[SUPPLIED MATERIAL]
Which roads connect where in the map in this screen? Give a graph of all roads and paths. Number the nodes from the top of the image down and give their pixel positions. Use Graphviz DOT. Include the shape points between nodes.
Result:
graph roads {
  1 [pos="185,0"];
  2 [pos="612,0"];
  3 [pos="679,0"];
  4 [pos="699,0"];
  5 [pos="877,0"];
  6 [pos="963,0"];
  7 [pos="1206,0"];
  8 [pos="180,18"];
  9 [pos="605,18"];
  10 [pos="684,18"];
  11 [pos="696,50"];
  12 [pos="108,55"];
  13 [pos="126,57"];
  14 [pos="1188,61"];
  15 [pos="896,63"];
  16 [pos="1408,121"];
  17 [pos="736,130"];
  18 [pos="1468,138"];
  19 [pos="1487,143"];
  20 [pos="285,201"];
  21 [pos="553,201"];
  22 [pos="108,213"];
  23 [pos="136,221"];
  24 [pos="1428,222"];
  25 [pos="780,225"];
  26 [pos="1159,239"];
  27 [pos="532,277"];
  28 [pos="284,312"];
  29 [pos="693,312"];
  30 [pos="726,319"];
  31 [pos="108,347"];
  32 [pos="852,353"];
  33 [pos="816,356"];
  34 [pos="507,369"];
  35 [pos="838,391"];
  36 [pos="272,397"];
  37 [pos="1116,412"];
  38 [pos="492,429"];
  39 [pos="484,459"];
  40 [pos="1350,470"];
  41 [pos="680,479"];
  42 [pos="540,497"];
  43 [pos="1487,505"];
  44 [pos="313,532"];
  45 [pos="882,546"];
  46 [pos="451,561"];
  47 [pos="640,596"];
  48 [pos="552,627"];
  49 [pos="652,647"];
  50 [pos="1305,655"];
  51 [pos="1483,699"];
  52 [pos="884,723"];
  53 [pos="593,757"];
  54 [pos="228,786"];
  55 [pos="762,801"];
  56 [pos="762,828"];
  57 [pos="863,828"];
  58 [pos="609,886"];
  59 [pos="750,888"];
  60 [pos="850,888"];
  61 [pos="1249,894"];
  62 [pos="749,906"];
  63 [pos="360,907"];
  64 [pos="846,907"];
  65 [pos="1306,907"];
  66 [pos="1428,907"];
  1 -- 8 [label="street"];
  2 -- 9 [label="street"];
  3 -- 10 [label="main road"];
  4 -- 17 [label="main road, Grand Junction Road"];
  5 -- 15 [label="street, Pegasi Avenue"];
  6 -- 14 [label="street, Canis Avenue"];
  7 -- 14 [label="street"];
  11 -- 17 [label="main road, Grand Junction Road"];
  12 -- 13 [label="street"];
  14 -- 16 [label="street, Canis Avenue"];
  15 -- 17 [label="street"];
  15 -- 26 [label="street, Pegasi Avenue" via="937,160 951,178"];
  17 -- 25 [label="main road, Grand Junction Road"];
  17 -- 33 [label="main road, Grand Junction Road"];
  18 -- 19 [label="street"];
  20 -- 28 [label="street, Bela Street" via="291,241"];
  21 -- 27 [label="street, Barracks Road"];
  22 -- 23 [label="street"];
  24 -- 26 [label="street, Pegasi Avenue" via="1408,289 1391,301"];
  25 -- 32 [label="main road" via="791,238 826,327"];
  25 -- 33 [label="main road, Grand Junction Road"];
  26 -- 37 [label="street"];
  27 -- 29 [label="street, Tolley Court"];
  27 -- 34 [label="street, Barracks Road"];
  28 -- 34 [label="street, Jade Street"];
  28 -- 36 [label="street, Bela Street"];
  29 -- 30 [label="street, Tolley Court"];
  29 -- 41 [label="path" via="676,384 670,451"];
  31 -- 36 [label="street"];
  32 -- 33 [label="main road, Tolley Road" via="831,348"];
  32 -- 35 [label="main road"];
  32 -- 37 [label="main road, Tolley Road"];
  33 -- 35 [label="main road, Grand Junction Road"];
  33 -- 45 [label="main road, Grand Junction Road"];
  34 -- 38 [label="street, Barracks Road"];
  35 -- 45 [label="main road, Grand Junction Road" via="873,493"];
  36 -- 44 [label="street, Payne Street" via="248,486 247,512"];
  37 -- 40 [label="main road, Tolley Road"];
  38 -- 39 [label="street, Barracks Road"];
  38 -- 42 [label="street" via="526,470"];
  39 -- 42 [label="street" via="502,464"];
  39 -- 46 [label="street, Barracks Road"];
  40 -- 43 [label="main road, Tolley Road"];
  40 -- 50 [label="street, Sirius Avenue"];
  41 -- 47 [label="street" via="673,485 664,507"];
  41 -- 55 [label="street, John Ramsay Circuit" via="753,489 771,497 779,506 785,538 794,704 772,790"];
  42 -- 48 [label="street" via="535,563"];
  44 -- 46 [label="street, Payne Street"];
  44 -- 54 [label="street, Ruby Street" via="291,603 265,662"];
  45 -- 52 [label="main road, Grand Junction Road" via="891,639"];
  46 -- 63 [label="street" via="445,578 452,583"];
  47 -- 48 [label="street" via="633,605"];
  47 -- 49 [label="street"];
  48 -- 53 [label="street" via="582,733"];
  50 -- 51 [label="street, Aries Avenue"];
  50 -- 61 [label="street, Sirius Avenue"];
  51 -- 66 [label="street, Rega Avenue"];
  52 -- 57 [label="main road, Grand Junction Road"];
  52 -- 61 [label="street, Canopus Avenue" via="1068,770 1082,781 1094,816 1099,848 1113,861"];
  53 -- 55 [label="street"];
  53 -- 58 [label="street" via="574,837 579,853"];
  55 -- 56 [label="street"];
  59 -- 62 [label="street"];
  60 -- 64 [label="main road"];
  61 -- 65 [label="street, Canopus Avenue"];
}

[REQUIRED ACTION]
Exact transcription of the listing is needed, with no line left out.

[OUTPUT FOR THIS TASK]
Which roads connect where in the map in this screen? Give a graph of all roads and paths. Number the nodes from the top of the image down and give their pixel positions. Use Graphviz DOT. Include the shape points between nodes.
Result:
graph roads {
  1 [pos="185,0"];
  2 [pos="612,0"];
  3 [pos="679,0"];
  4 [pos="699,0"];
  5 [pos="877,0"];
  6 [pos="963,0"];
  7 [pos="1206,0"];
  8 [pos="180,18"];
  9 [pos="605,18"];
  10 [pos="684,18"];
  11 [pos="696,50"];
  12 [pos="108,55"];
  13 [pos="126,57"];
  14 [pos="1188,61"];
  15 [pos="896,63"];
  16 [pos="1408,121"];
  17 [pos="736,130"];
  18 [pos="1468,138"];
  19 [pos="1487,143"];
  20 [pos="285,201"];
  21 [pos="553,201"];
  22 [pos="108,213"];
  23 [pos="136,221"];
  24 [pos="1428,222"];
  25 [pos="780,225"];
  26 [pos="1159,239"];
  27 [pos="532,277"];
  28 [pos="284,312"];
  29 [pos="693,312"];
  30 [pos="726,319"];
  31 [pos="108,347"];
  32 [pos="852,353"];
  33 [pos="816,356"];
  34 [pos="507,369"];
  35 [pos="838,391"];
  36 [pos="272,397"];
  37 [pos="1116,412"];
  38 [pos="492,429"];
  39 [pos="484,459"];
  40 [pos="1350,470"];
  41 [pos="680,479"];
  42 [pos="540,497"];
  43 [pos="1487,505"];
  44 [pos="313,532"];
  45 [pos="882,546"];
  46 [pos="451,561"];
  47 [pos="640,596"];
  48 [pos="552,627"];
  49 [pos="652,647"];
  50 [pos="1305,655"];
  51 [pos="1483,699"];
  52 [pos="884,723"];
  53 [pos="593,757"];
  54 [pos="228,786"];
  55 [pos="762,801"];
  56 [pos="762,828"];
  57 [pos="863,828"];
  58 [pos="609,886"];
  59 [pos="750,888"];
  60 [pos="850,888"];
  61 [pos="1249,894"];
  62 [pos="749,906"];
  63 [pos="360,907"];
  64 [pos="846,907"];
  65 [pos="1306,907"];
  66 [pos="1428,907"];
  1 -- 8 [label="street"];
  2 -- 9 [label="street"];
  3 -- 10 [label="main road"];
  4 -- 17 [label="main road, Grand Junction Road"];
  5 -- 15 [label="street, Pegasi Avenue"];
  6 -- 14 [label="street, Canis Avenue"];
  7 -- 14 [label="street"];
  11 -- 17 [label="main road, Grand Junction Road"];
  12 -- 13 [label="street"];
  14 -- 16 [label="street, Canis Avenue"];
  15 -- 17 [label="street"];
  15 -- 26 [label="street, Pegasi Avenue" via="937,160 951,178"];
  17 -- 25 [label="main road, Grand Junction Road"];
  17 -- 33 [label="main road, Grand Junction Road"];
  18 -- 19 [label="street"];
  20 -- 28 [label="street, Bela Street" via="291,241"];
  21 -- 27 [label="street, Barracks Road"];
  22 -- 23 [label="street"];
  24 -- 26 [label="street, Pegasi Avenue" via="1408,289 1391,301"];
  25 -- 32 [label="main road" via="791,238 826,327"];
  25 -- 33 [label="main road, Grand Junction Road"];
  26 -- 37 [label="street"];
  27 -- 29 [label="street, Tolley Court"];
  27 -- 34 [label="street, Barracks Road"];
  28 -- 34 [label="street, Jade Street"];
  28 -- 36 [label="street, Bela Street"];
  29 -- 30 [label="street, Tolley Court"];
  29 -- 41 [label="path" via="676,384 670,451"];
  31 -- 36 [label="street"];
  32 -- 33 [label="main road, Tolley Road" via="831,348"];
  32 -- 35 [label="main road"];
  32 -- 37 [label="main road, Tolley Road"];
  33 -- 35 [label="main road, Grand Junction Road"];
  33 -- 45 [label="main road, Grand Junction Road"];
  34 -- 38 [label="street, Barracks Road"];
  35 -- 45 [label="main road, Grand Junction Road" via="873,493"];
  36 -- 44 [label="street, Payne Street" via="248,486 247,512"];
  37 -- 40 [label="main road, Tolley Road"];
  38 -- 39 [label="street, Barracks Road"];
  38 -- 42 [label="street" via="526,470"];
  39 -- 42 [label="street" via="502,464"];
  39 -- 46 [label="street, Barracks Road"];
  40 -- 43 [label="main road, Tolley Road"];
  40 -- 50 [label="street, Sirius Avenue"];
  41 -- 47 [label="street" via="673,485 664,507"];
  41 -- 55 [label="street, John Ramsay Circuit" via="753,489 771,497 779,506 785,538 794,704 772,790"];
  42 -- 48 [label="street" via="535,563"];
  44 -- 46 [label="street, Payne Street"];
  44 -- 54 [label="street, Ruby Street" via="291,603 265,662"];
  45 -- 52 [label="main road, Grand Junction Road" via="891,639"];
  46 -- 63 [label="street" via="445,578 452,583"];
  47 -- 48 [label="street" via="633,605"];
  47 -- 49 [label="street"];
  48 -- 53 [label="street" via="582,733"];
  50 -- 51 [label="street, Aries Avenue"];
  50 -- 61 [label="street, Sirius Avenue"];
  51 -- 66 [label="street, Rega Avenue"];
  52 -- 57 [label="main road, Grand Junction Road"];
  52 -- 61 [label="street, Canopus Avenue" via="1068,770 1082,781 1094,816 1099,848 1113,861"];
  53 -- 55 [label="street"];
  53 -- 58 [label="street" via="574,837 579,853"];
  55 -- 56 [label="street"];
  59 -- 62 [label="street"];
  60 -- 64 [label="main road"];
  61 -- 65 [label="street, Canopus Avenue"];
}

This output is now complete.